_TASK PROMPT:_
Would you copy each line of the data below that has "between"?

*** EXERCISE INPUTS ***

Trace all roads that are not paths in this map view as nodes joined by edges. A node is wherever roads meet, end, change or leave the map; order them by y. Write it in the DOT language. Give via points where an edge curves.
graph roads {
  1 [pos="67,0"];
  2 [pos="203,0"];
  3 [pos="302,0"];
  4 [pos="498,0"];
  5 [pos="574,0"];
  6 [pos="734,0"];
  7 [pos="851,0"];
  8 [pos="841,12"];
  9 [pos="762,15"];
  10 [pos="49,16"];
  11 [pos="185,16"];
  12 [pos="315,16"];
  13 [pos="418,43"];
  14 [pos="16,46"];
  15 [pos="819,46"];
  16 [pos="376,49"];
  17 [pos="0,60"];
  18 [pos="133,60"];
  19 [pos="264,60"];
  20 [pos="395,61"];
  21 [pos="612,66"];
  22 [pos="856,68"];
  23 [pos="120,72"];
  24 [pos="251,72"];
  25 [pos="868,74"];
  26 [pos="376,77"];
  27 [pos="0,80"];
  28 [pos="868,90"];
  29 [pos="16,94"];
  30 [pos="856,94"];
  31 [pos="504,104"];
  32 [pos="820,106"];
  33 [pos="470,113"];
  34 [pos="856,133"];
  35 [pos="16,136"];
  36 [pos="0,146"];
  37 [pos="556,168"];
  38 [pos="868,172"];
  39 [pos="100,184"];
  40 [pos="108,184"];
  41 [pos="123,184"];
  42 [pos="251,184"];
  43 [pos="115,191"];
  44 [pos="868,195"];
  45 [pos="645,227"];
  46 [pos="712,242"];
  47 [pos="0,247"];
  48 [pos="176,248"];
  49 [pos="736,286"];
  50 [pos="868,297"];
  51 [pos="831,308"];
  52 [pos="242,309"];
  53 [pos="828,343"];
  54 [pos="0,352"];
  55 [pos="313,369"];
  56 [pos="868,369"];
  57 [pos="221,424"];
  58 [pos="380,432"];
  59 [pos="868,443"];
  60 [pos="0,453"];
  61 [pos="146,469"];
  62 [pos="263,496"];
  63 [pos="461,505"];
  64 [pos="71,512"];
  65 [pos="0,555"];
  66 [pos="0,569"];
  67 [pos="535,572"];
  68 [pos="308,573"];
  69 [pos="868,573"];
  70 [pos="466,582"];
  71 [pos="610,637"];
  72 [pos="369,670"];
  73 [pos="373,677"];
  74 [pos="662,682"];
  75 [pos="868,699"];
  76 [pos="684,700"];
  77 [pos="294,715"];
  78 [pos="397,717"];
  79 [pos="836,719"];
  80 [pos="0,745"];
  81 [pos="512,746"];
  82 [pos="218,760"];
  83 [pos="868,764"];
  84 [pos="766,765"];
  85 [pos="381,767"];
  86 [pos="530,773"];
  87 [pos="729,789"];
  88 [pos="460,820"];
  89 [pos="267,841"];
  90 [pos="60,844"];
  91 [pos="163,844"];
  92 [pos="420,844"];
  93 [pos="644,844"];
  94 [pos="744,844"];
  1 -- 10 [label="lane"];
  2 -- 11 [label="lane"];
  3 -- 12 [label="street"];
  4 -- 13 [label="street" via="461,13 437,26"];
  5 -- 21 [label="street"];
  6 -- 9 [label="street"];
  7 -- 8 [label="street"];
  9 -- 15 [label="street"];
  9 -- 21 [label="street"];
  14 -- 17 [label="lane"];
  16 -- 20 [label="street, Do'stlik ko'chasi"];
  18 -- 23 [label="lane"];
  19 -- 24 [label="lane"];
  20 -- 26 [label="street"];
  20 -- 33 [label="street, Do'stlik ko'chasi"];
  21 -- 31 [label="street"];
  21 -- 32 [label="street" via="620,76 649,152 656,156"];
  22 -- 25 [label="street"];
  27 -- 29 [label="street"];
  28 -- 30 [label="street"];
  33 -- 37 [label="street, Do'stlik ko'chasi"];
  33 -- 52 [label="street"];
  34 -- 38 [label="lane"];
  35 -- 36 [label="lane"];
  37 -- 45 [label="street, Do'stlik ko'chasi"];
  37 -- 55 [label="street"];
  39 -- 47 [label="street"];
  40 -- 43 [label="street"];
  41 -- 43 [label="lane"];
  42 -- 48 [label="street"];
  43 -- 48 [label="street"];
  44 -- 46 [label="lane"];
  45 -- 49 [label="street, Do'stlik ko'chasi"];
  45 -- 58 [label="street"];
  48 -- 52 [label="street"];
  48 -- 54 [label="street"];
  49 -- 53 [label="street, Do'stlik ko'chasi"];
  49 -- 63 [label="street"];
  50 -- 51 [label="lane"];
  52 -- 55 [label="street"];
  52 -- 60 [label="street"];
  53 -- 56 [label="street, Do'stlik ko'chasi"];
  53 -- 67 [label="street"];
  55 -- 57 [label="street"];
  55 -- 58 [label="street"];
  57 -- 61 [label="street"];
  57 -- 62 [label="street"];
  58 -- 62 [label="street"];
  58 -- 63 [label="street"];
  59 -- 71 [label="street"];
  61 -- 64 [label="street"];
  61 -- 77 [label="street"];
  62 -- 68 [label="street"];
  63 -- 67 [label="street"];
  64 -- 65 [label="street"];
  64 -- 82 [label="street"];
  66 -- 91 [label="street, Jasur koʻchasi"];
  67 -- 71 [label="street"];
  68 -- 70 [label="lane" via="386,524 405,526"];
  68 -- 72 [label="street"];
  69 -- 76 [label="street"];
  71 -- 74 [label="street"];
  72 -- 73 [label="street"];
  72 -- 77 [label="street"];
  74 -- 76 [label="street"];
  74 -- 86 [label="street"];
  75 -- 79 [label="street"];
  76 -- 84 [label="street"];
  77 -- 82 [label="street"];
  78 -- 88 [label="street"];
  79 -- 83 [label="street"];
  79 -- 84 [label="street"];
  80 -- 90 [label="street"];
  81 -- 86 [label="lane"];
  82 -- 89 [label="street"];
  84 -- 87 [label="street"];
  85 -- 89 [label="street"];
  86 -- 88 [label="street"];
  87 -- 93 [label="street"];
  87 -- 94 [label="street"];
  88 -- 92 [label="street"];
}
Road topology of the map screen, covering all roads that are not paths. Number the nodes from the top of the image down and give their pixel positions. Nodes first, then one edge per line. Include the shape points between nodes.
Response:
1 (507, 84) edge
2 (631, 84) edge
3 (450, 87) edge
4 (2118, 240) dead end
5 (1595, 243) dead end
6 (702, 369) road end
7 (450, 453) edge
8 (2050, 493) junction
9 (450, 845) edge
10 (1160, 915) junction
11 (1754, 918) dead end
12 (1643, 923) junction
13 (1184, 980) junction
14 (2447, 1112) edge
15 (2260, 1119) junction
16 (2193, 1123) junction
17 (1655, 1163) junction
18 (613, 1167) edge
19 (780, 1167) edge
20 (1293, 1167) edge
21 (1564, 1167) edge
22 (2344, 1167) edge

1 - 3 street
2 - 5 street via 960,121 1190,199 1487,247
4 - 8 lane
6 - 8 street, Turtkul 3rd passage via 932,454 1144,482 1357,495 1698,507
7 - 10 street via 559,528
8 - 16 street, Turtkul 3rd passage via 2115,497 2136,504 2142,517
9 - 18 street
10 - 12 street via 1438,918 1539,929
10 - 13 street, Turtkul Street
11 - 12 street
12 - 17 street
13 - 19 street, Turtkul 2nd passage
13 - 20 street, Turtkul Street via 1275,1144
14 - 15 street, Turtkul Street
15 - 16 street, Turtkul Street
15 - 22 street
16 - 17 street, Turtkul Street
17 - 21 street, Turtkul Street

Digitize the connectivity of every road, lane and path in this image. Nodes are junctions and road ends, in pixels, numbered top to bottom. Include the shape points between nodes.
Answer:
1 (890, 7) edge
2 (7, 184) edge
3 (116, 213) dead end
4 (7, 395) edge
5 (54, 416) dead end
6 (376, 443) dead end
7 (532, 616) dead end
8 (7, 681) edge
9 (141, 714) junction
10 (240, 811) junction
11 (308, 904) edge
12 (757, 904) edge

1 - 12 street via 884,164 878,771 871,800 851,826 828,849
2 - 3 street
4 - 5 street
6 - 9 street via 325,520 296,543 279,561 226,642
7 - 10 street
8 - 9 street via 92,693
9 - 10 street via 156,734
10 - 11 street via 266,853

*** End of EXERCISE INPUTS ***

_SOLVED PROBLEM:_
Road topology of the map screen, covering all roads that are not paths. Number the nodes from the top of the image down and give their pixel positions. Nodes first, then one edge per line. Include the shape points between nodes.
Digitize the connectivity of every road, lane and path in this image. Nodes are junctions and road ends, in pixels, numbered top to bottom. Include the shape points between nodes.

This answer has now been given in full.